As shown on his Basketball-Reference page (and suggested by the photo above), Craig Hodges enjoyed some success with other teams before joining the Chicago Bulls early in the 1988-89 season; he was, in fact, a two-time league leader in three-point shooting percentage and a regular starter for the Milwaukee Bucks for a few seasons. Theoretically, he could have stuck around for at least a few more seasons after his time in Chicago ended in 1992. But as Hodges later recalled to NBC Sports, he was too vocal about certain social and political issues during the Bulls' White House visit following their 1992 NBA Finals victory. This, he stressed, allegedly led the NBA to blackball him from the league.

"When we won, I had a chance to go to the White House and I presented a letter to President [George H.W.] Bush and asked him to consider our issues like he considered foreign policy," Hodges told the outlet. "And for whatever reason, [after that] I was considered a persona non grata as far as the league was concerned."
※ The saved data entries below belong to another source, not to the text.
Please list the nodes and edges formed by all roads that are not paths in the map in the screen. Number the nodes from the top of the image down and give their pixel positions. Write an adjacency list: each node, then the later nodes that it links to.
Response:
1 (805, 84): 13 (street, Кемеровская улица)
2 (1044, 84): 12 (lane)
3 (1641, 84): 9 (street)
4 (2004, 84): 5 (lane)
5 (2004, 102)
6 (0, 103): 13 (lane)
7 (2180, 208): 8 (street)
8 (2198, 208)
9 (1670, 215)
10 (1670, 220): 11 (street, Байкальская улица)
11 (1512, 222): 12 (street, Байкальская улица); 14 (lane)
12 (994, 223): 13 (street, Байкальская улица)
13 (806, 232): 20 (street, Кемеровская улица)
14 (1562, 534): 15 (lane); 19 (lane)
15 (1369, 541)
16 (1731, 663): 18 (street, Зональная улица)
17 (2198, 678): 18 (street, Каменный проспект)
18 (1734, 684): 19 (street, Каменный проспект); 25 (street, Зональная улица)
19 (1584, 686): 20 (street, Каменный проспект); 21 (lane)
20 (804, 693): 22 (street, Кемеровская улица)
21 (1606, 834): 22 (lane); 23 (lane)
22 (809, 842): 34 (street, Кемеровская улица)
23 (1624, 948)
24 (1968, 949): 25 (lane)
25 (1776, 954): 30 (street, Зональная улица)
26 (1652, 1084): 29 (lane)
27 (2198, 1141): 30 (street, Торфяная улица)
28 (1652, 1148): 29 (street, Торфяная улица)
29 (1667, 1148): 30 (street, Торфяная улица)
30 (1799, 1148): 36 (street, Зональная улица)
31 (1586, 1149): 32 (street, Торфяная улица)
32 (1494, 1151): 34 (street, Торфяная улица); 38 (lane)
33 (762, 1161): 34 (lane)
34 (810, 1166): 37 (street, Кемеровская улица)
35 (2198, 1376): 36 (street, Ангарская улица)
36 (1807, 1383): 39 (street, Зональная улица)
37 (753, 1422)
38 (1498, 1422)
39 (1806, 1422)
Aside from going directly to the president with his concerns, Hodges purportedly rubbed people the wrong way by wearing a dashiki and eschewing the usual suit and tie for the visit. He didn't go into detail to NBC Sports about the issues he raised with Bush, but The New York Times wrote in 1996 that the letter he wrote to the president focused on the injustice African Americans were dealing with at the time. The publication also noted how Hodges had been calling out Black athletes who "failed to use their considerable wealth and influence to assist the poor and disenfranchised.”